Villain's Lackey: "He's out cold, boss. Now you can kill him."
Villain: "Kill him now? No, that would be too easy. Instead, I shall chain/strap/tie him to a scientifically unfeasible device and wait until he's regained consciousness and then I'll stand there, telling him how infallible my plans are and how he has no chance of survival, thus giving him all the time he needs in which to escape and therefore defeat me."

Reed Richards: "Ben, Johhny, we're facing the deadliest peril imaginable but I didn't want to say so in front of Sue, in case she got hysterical."

Marvel Super-Hero #1: "I desperately need the help of Marvel Super-Hero #2 but can't be bothered to explain that to him. Instead, I'll punch him repeatedly in the face for five pages, until we both realise we've made a terrible mistake and team up to tackle the true threat."

ColinBray said...

Not a precise cliche but it might as well have been:

"Shoot down the SHIELD heli-carrier? They couldn't hit an elephant from this dist---"

Humanbelly said...

I guess the "hype" cliches are almost a whole genre of their own, aren't they?

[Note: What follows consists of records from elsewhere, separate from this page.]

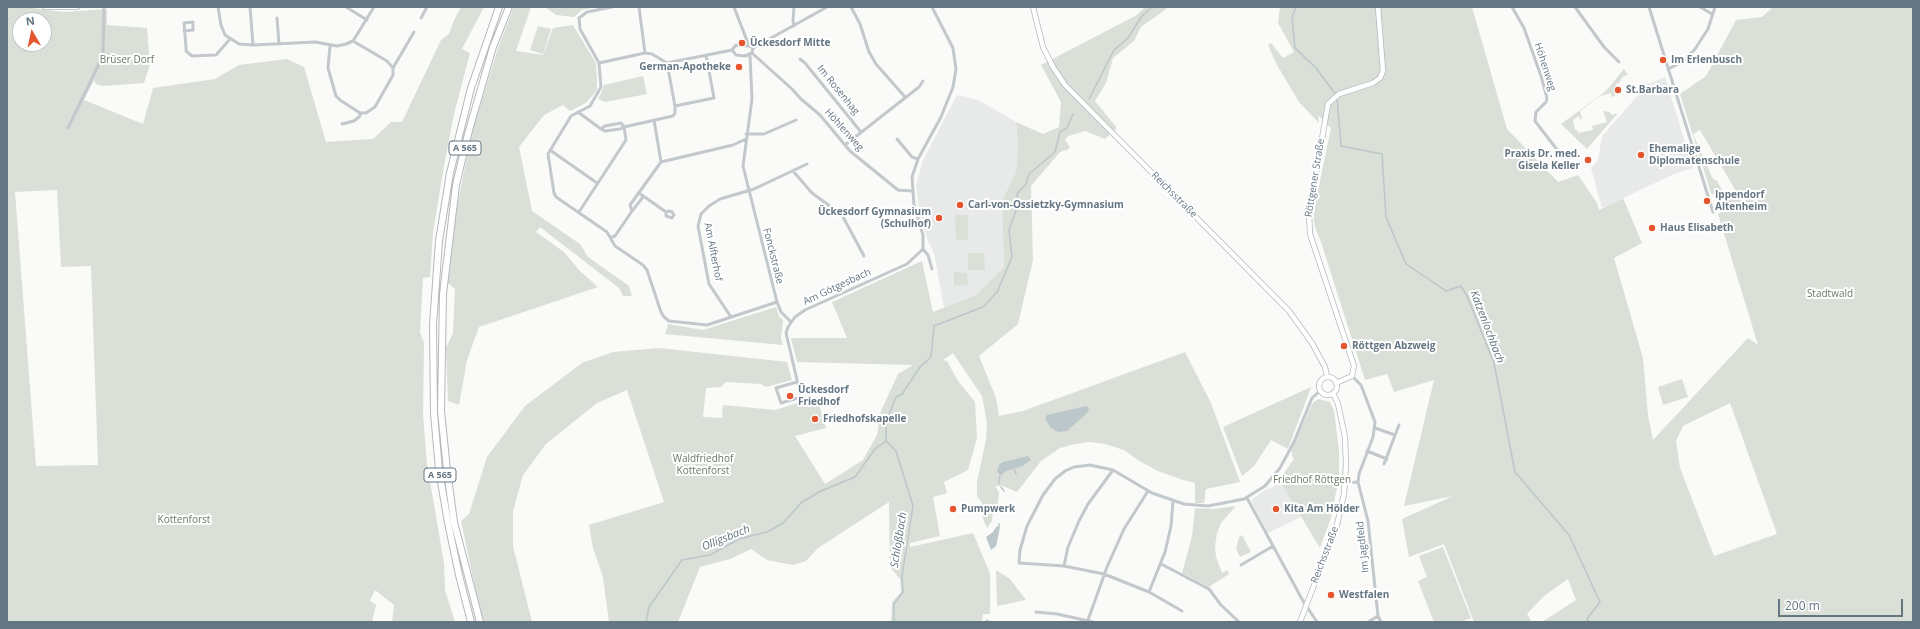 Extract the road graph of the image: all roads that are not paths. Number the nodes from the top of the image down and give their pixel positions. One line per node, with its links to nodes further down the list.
1 (45, 7): 2 (main road)
2 (77, 7)
3 (104, 7): 58 (street)
4 (218, 7): 32 (street)
5 (250, 7): 35 (street)
6 (346, 7): 28 (street)
7 (374, 7): 28 (street)
8 (427, 7): 27 (street)
9 (499, 7): 116 (highway, A 565)
10 (509, 7): 117 (highway, A 565)
11 (612, 7): 45 (street)
12 (639, 7): 40 (street)
13 (734, 7): 37 (street)
14 (794, 7): 29 (street)
15 (827, 7): 29 (street)
16 (851, 7): 50 (street)
17 (932, 7): 65 (street)
18 (1033, 7): 87 (main road, Reichsstraße)
19 (1378, 7): 86 (main road, Röttgener Straße)
20 (1512, 7): 68 (street, Höhenweg)
21 (1575, 7): 44 (street)
22 (1649, 7): 48 (street)
23 (1700, 7): 25 (street)
24 (1715, 7): 25 (street)
25 (1712, 14): 48 (street)
26 (277, 18): 34 (street)
27 (421, 18)
28 (367, 20): 33 (street)
29 (794, 26): 38 (street)
30 (184, 31): 32 (street)
31 (414, 32): 47 (street)
32 (230, 39): 35 (street)
33 (353, 41): 36 (street); 47 (street)
34 (279, 44): 35 (street); 36 (street)
35 (253, 45)
36 (330, 46): 53 (street)
37 (749, 46): 38 (street); 39 (street)
38 (753, 48): 41 (street, Fonckstraße)
39 (732, 50): 41 (street); 42 (street)
40 (646, 53): 45 (street); 46 (street)
41 (751, 54): 60 (street, Fonckstraße); 63 (street, Höhlenweg)
42 (706, 55): 46 (street); 51 (street)
43 (800, 59): 59 (street, Im Rosenhag)
44 (1619, 62)
45 (599, 63): 52 (street)
46 (667, 63): 51 (street)
47 (393, 68): 53 (street)
48 (1668, 69): 78 (street)
49 (923, 81): 50 (street)
50 (905, 97): 59 (street)
51 (675, 106): 54 (street)
52 (578, 112): 57 (street); 64 (street)
53 (360, 113): 56 (street)
54 (654, 120): 57 (street); 66 (street)
55 (796, 120): 60 (street)
56 (342, 124)
57 (624, 127): 70 (street)
58 (68, 128)
59 (861, 132): 63 (street)
60 (746, 134): 61 (street, Fonckstraße)
61 (746, 139): 66 (street); 71 (street, Fonckstraße)
62 (897, 139): 65 (street)
63 (845, 145): 72 (street, Höhlenweg)
64 (550, 150): 70 (street); 76 (street)
65 (918, 159): 72 (street)
66 (661, 162): 73 (street)
67 (807, 164): 69 (street)
68 (1572, 165)
69 (793, 171): 71 (street); 81 (street)
70 (597, 182): 76 (street)
71 (748, 191): 83 (street, Fonckstraße); 84 (street, Am Alfterhof)
72 (912, 192): 80 (street)
73 (639, 193): 74 (street); 75 (street)
74 (643, 197): 75 (street); 77 (street)
75 (632, 211): 79 (street)
76 (579, 212): 79 (street)
77 (666, 212)
78 (1712, 212)
79 (612, 237): 84 (street)
80 (923, 249): 82 (street); 85 (street, Am Götgesbach)
81 (864, 256)
82 (932, 269)
83 (777, 302): 84 (street); 85 (street, Fonckstraße)
84 (731, 317)
85 (791, 322): 88 (street)
86 (1352, 376): 89 (main road); 93 (street)
87 (1327, 377): 89 (main road); 90 (main road)
88 (797, 382): 88 (street)
89 (1336, 382): 91 (main road)
90 (1321, 390): 91 (main road); 102 (street)
91 (1333, 393): 100 (main road, Reichsstraße)
92 (1399, 425): 94 (street)
93 (1375, 428): 94 (street); 95 (street)
94 (1395, 435): 96 (street)
95 (1367, 452): 96 (street); 99 (street)
96 (1387, 459): 97 (street)
97 (1384, 464)
98 (1113, 470): 101 (street); 107 (street); 107 (street)
99 (1358, 482): 100 (street); 113 (street, Im Jagdfeld)
100 (1345, 483): 110 (main road, Reichsstraße)
101 (1148, 491): 103 (street); 108 (street)
102 (1247, 498): 103 (street); 104 (street)
103 (1173, 501): 105 (street)
104 (1273, 546): 106 (street); 110 (street)
105 (1161, 564): 109 (street); 115 (street)
106 (1241, 565)
107 (1064, 566): 108 (street)
108 (1104, 574): 109 (street); 114 (street)
109 (1149, 592): 111 (street)
110 (1306, 606): 119 (main road, Reichsstraße); 120 (street)
111 (1182, 611)
112 (1036, 612): 114 (street)
113 (1378, 616): 121 (street); 122 (street, Im Jagdfeld)
114 (1088, 620): 118 (street)
115 (1239, 621)
116 (471, 622)
117 (480, 622)
118 (1093, 622)
119 (1300, 622)
120 (1317, 622)
121 (1368, 622)
122 (1381, 622)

I do usually have to just grit my teeth and forge ahead when a new character or villain or hero is introduced, and to save time we go right to the inevitable, "All those years ago, and yet I remember it as if it were only yesterday. . . " lead-in to their origin spiel. It's a tough row to hoe for the writer, 'cause it's absolutely necessary, and there are only so many ways or variations to approach it in an efficient manner. But I don't think there's a character in the MU who hasn't remembered their origin "as if it were only yesterday" at some point. Man, I can't even remember yesterday as if it were only yesterday. . .


William said...

I write a lot of Action Figure comics, and they are almost always set in the Bronz-Age era. So, I use a lot of those same cliches myself, to emulate the style of the times. It's actually quite a lot of fun, and one of the things I find endearing about classic comics.

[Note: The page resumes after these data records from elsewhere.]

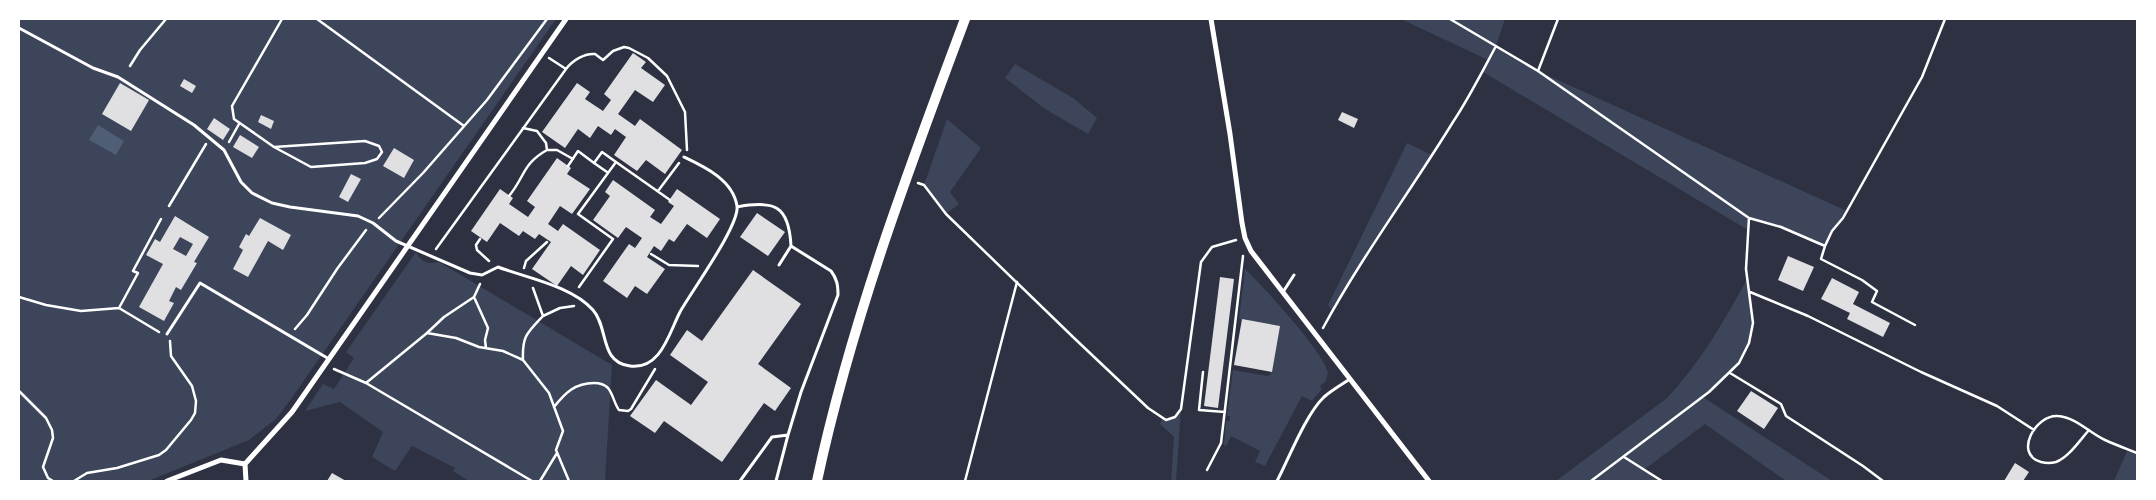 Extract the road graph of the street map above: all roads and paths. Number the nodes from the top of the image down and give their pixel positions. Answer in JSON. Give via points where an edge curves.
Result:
{"nodes":[{"id":1,"x":166,"y":19,"type":"edge"},
{"id":2,"x":282,"y":19,"type":"edge"},
{"id":3,"x":317,"y":19,"type":"edge"},
{"id":4,"x":547,"y":19,"type":"edge"},
{"id":5,"x":566,"y":19,"type":"edge"},
{"id":6,"x":966,"y":19,"type":"edge"},
{"id":7,"x":1210,"y":19,"type":"edge"},
{"id":8,"x":1450,"y":19,"type":"edge"},
{"id":9,"x":1558,"y":19,"type":"edge"},
{"id":10,"x":1945,"y":19,"type":"edge"},
{"id":11,"x":19,"y":28,"type":"edge"},
{"id":12,"x":1496,"y":46,"type":"junction"},
{"id":13,"x":542,"y":53,"type":"junction"},
{"id":14,"x":130,"y":66,"type":"dead end"},
{"id":15,"x":566,"y":69,"type":"junction"},
{"id":16,"x":1538,"y":72,"type":"junction"},
{"id":17,"x":240,"y":124,"type":"junction"},
{"id":18,"x":464,"y":126,"type":"junction"},
{"id":19,"x":523,"y":128,"type":"junction"},
{"id":20,"x":210,"y":136,"type":"junction"},
{"id":21,"x":274,"y":147,"type":"junction"},
{"id":22,"x":224,"y":150,"type":"junction"},
{"id":23,"x":547,"y":150,"type":"junction"},
{"id":24,"x":684,"y":157,"type":"junction"},
{"id":25,"x":573,"y":159,"type":"junction"},
{"id":26,"x":616,"y":162,"type":"junction"},
{"id":27,"x":594,"y":163,"type":"junction"},
{"id":28,"x":568,"y":166,"type":"dead end"},
{"id":29,"x":608,"y":172,"type":"junction"},
{"id":30,"x":905,"y":178,"type":"junction"},
{"id":31,"x":658,"y":192,"type":"junction"},
{"id":32,"x":509,"y":196,"type":"dead end"},
{"id":33,"x":670,"y":200,"type":"dead end"},
{"id":34,"x":169,"y":206,"type":"dead end"},
{"id":35,"x":737,"y":207,"type":"junction"},
{"id":36,"x":1749,"y":218,"type":"junction"},
{"id":37,"x":162,"y":219,"type":"dead end"},
{"id":38,"x":373,"y":223,"type":"junction"},
{"id":39,"x":1245,"y":238,"type":"junction"},
{"id":40,"x":480,"y":239,"type":"dead end"},
{"id":41,"x":547,"y":242,"type":"dead end"},
{"id":42,"x":407,"y":244,"type":"junction"},
{"id":43,"x":791,"y":246,"type":"junction"},
{"id":44,"x":1825,"y":246,"type":"junction"},
{"id":45,"x":1251,"y":251,"type":"junction"},
{"id":46,"x":651,"y":254,"type":"dead end"},
{"id":47,"x":431,"y":256,"type":"junction"},
{"id":48,"x":779,"y":264,"type":"dead end"},
{"id":49,"x":708,"y":265,"type":"junction"},
{"id":50,"x":498,"y":267,"type":"junction"},
{"id":51,"x":1294,"y":274,"type":"dead end"},
{"id":52,"x":482,"y":275,"type":"junction"},
{"id":53,"x":527,"y":278,"type":"junction"},
{"id":54,"x":1017,"y":282,"type":"junction"},
{"id":55,"x":1750,"y":292,"type":"junction"},
{"id":56,"x":1283,"y":293,"type":"junction"},
{"id":57,"x":574,"y":295,"type":"junction"},
{"id":58,"x":19,"y":296,"type":"edge"},
{"id":59,"x":474,"y":297,"type":"junction"},
{"id":60,"x":586,"y":304,"type":"junction"},
{"id":61,"x":120,"y":308,"type":"junction"},
{"id":62,"x":543,"y":316,"type":"junction"},
{"id":63,"x":1915,"y":325,"type":"dead end"},
{"id":64,"x":427,"y":333,"type":"junction"},
{"id":65,"x":167,"y":334,"type":"junction"},
{"id":66,"x":290,"y":337,"type":"junction"},
{"id":67,"x":1317,"y":338,"type":"junction"},
{"id":68,"x":486,"y":348,"type":"junction"},
{"id":69,"x":329,"y":360,"type":"junction"},
{"id":70,"x":523,"y":360,"type":"junction"},
{"id":71,"x":654,"y":360,"type":"junction"},
{"id":72,"x":326,"y":365,"type":"junction"},
{"id":73,"x":1203,"y":372,"type":"dead end"},
{"id":74,"x":1730,"y":373,"type":"junction"},
{"id":75,"x":1350,"y":380,"type":"junction"},
{"id":76,"x":366,"y":383,"type":"junction"},
{"id":77,"x":19,"y":391,"type":"edge"},
{"id":78,"x":554,"y":407,"type":"junction"},
{"id":79,"x":1225,"y":412,"type":"junction"},
{"id":80,"x":2034,"y":430,"type":"junction"},
{"id":81,"x":2090,"y":430,"type":"junction"},
{"id":82,"x":788,"y":435,"type":"junction"},
{"id":83,"x":558,"y":452,"type":"junction"},
{"id":84,"x":2137,"y":453,"type":"edge"},
{"id":85,"x":1624,"y":456,"type":"junction"},
{"id":86,"x":245,"y":464,"type":"junction"},
{"id":87,"x":1207,"y":470,"type":"dead end"},
{"id":88,"x":53,"y":481,"type":"edge"},
{"id":89,"x":74,"y":481,"type":"edge"},
{"id":90,"x":167,"y":481,"type":"edge"},
{"id":91,"x":246,"y":481,"type":"edge"},
{"id":92,"x":532,"y":481,"type":"edge"},
{"id":93,"x":540,"y":481,"type":"edge"},
{"id":94,"x":569,"y":481,"type":"edge"},
{"id":95,"x":740,"y":481,"type":"edge"},
{"id":96,"x":776,"y":481,"type":"edge"},
{"id":97,"x":817,"y":481,"type":"edge"},
{"id":98,"x":965,"y":481,"type":"edge"},
{"id":99,"x":1277,"y":481,"type":"edge"},
{"id":100,"x":1429,"y":481,"type":"edge"},
{"id":101,"x":1591,"y":481,"type":"edge"},
{"id":102,"x":1662,"y":481,"type":"edge"},
{"id":103,"x":1882,"y":481,"type":"edge"}],
"edges":[{"from":1,"to":14,"type":"path"},
{"from":2,"to":17,"type":"path","via":[[232,106],[234,119]]},
{"from":3,"to":18,"type":"path"},
{"from":4,"to":18,"type":"path"},
{"from":5,"to":13,"type":"street"},
{"from":6,"to":30,"type":"main road"},
{"from":7,"to":39,"type":"street"},
{"from":8,"to":12,"type":"path"},
{"from":9,"to":16,"type":"path"},
{"from":10,"to":44,"type":"path","via":[[1922,77]]},
{"from":11,"to":20,"type":"lane","via":[[93,68],[135,86]]},
{"from":12,"to":16,"type":"path"},
{"from":12,"to":67,"type":"path","via":[[1484,72],[1355,272]]},
{"from":13,"to":15,"type":"path"},
{"from":13,"to":42,"type":"street"},
{"from":15,"to":19,"type":"path"},
{"from":15,"to":24,"type":"path","via":[[584,56],[594,54],[604,60],[613,51],[624,47],[648,58],[667,76],[683,108],[687,152]]},
{"from":16,"to":36,"type":"path"},
{"from":17,"to":21,"type":"path"},
{"from":17,"to":22,"type":"path"},
{"from":18,"to":38,"type":"path"},
{"from":19,"to":23,"type":"path","via":[[537,131]]},
{"from":19,"to":47,"type":"path"},
{"from":20,"to":22,"type":"lane"},
{"from":20,"to":34,"type":"path"},
{"from":21,"to":21,"type":"path","via":[[307,166],[317,168],[365,163],[377,159],[382,152],[379,146],[365,141]]},
{"from":22,"to":38,"type":"lane","via":[[247,189],[272,203],[358,216]]},
{"from":23,"to":25,"type":"path","via":[[557,150]]},
{"from":23,"to":32,"type":"path","via":[[528,163]]},
{"from":24,"to":31,"type":"path"},
{"from":24,"to":35,"type":"lane","via":[[720,178]]},
{"from":25,"to":27,"type":"path","via":[[578,151]]},
{"from":25,"to":28,"type":"path"},
{"from":26,"to":27,"type":"path","via":[[602,152]]},
{"from":26,"to":29,"type":"path"},
{"from":26,"to":31,"type":"path"},
{"from":27,"to":29,"type":"path"},
{"from":29,"to":57,"type":"path","via":[[578,214],[613,239]]},
{"from":30,"to":54,"type":"path","via":[[924,185],[946,214]]},
{"from":30,"to":97,"type":"main road","via":[[843,372]]},
{"from":31,"to":33,"type":"path"},
{"from":35,"to":43,"type":"lane","via":[[761,203],[776,208],[787,220]]},
{"from":35,"to":49,"type":"lane","via":[[732,227]]},
{"from":36,"to":44,"type":"path","via":[[1781,227]]},
{"from":36,"to":55,"type":"path","via":[[1746,269]]},
{"from":37,"to":61,"type":"path","via":[[133,271],[138,273]]},
{"from":38,"to":42,"type":"lane","via":[[396,241]]},
{"from":38,"to":66,"type":"path"},
{"from":39,"to":45,"type":"street"},
{"from":39,"to":54,"type":"path","via":[[1219,244],[1201,262],[1181,409],[1171,420],[1162,419],[1148,408]]},
{"from":40,"to":50,"type":"path","via":[[477,250]]},
{"from":41,"to":53,"type":"path","via":[[526,260]]},
{"from":42,"to":47,"type":"lane"},
{"from":42,"to":69,"type":"street"},
{"from":43,"to":48,"type":"lane"},
{"from":43,"to":82,"type":"lane","via":[[831,271],[838,295]]},
{"from":44,"to":63,"type":"path","via":[[1821,259],[1862,280],[1877,291],[1872,302]]},
{"from":45,"to":56,"type":"street"},
{"from":45,"to":79,"type":"path","via":[[1243,256]]},
{"from":46,"to":49,"type":"path","via":[[669,265]]},
{"from":47,"to":52,"type":"lane"},
{"from":49,"to":71,"type":"lane"},
{"from":50,"to":52,"type":"lane"},
{"from":50,"to":53,"type":"lane"},
{"from":51,"to":56,"type":"lane"},
{"from":52,"to":59,"type":"path"},
{"from":53,"to":57,"type":"lane"},
{"from":53,"to":62,"type":"path"},
{"from":54,"to":98,"type":"path"},
{"from":55,"to":74,"type":"path","via":[[1752,332],[1746,352]]},
{"from":55,"to":80,"type":"path","via":[[1808,316],[1997,406]]},
{"from":56,"to":67,"type":"street"},
{"from":57,"to":60,"type":"lane"},
{"from":58,"to":61,"type":"path","via":[[46,306],[81,311]]},
{"from":59,"to":64,"type":"path"},
{"from":59,"to":68,"type":"path","via":[[488,328]]},
{"from":60,"to":62,"type":"path","via":[[560,308]]},
{"from":60,"to":71,"type":"lane","via":[[599,318],[612,358],[629,366]]},
{"from":61,"to":65,"type":"path"},
{"from":62,"to":70,"type":"path","via":[[525,336]]},
{"from":64,"to":68,"type":"path"},
{"from":64,"to":76,"type":"path"},
{"from":65,"to":66,"type":"lane","via":[[200,283]]},
{"from":65,"to":89,"type":"path","via":[[171,356],[192,386],[196,401],[191,420],[159,455],[87,473]]},
{"from":66,"to":69,"type":"lane"},
{"from":67,"to":75,"type":"street"},
{"from":68,"to":70,"type":"path"},
{"from":69,"to":72,"type":"street"},
{"from":70,"to":78,"type":"path","via":[[550,393]]},
{"from":71,"to":78,"type":"path","via":[[656,370],[628,411],[619,410],[606,386],[594,383],[578,385]]},
{"from":72,"to":76,"type":"path"},
{"from":72,"to":86,"type":"street","via":[[292,412]]},
{"from":73,"to":79,"type":"path","via":[[1199,410]]},
{"from":74,"to":85,"type":"path","via":[[1710,392]]},
{"from":74,"to":103,"type":"path","via":[[1781,404],[1786,416]]},
{"from":75,"to":99,"type":"lane","via":[[1319,402]]},
{"from":75,"to":100,"type":"street"},
{"from":76,"to":92,"type":"path"},
{"from":77,"to":88,"type":"path","via":[[50,425],[53,438],[43,467]]},
{"from":78,"to":83,"type":"path","via":[[562,431]]},
{"from":79,"to":87,"type":"path","via":[[1220,449]]},
{"from":80,"to":81,"type":"path","via":[[2045,418],[2057,416]]},
{"from":80,"to":81,"type":"path","via":[[2028,444],[2029,452],[2035,460],[2045,463],[2056,462],[2067,454]]},
{"from":81,"to":84,"type":"path"},
{"from":82,"to":95,"type":"lane","via":[[772,437]]},
{"from":82,"to":96,"type":"lane"},
{"from":83,"to":93,"type":"path"},
{"from":83,"to":94,"type":"path"},
{"from":85,"to":101,"type":"path"},
{"from":85,"to":102,"type":"path"},
{"from":86,"to":90,"type":"street","via":[[221,460]]},
{"from":86,"to":91,"type":"street"}]}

I know I've used the "I can't believe someone so big can move that fast!" And on a lot of my covers I have the hero looking at some unseen foe and uttering "No! Not you! It can't be!" Or some variation of that.

I find cliches work like a kind of shorthand. So, immediately the reader knows that what they are reading is supposed to evoke a certain sense of nostalgia. That this is a classic comic.

William said...

Concerning my previous post - here are a couple of example of what I'm talking about.

Dougie said...

My favourite Claremont Cliche is "transcendent joy" but since it sounds such a nice thing, it seems harsh to mock it.
His "British" dialect used to grate on me: the ubiquitous "luv", for example. I used to think he had an absolutely hopeless grasp of Scottish accents until I moved to Moray five years ago, where people really do speak like Rahne Sinclair. However, after forty years, I still have no idea what Moria McTaggart meant by "bredu".

Edo Bosnar said...

William, your covers reminded me of this cover from Marvel Two-in-One.

Anonymous said...

The most irritating that I can recall were all Claremont-isms from my early X-Men days! Therefore I LOVED the parody done in E-Man of the Dark Albatross Saga by Martin Pasko and Joe Staton! They nailed just about all of it!
Generally not much bugs me, but THE number one annoyance in modern comics is "We need to talk" or some variant thereof.

MikeS said...

Superman in the 60's - "how ironic!"

Anonymous said...

I find myself using some comic book "expressions" when I type or text....especially "GOTTA" and "WANNA"

I miss super-heroes using catch phrases, especially the "foreign" characters like Colossus (Tovarish) and Nightcrawler (mein freund,) etc...

I'm having trouble thinking of one that annoyed me...I guess when I was a kid, I didn't like "NUFF SAID!" I just didn't get it, having NEVER heard that phrase in normal speech. But I admit, I'm nostalgiac for "Nuff Said", as it reflects the best time for comic books, IMHO.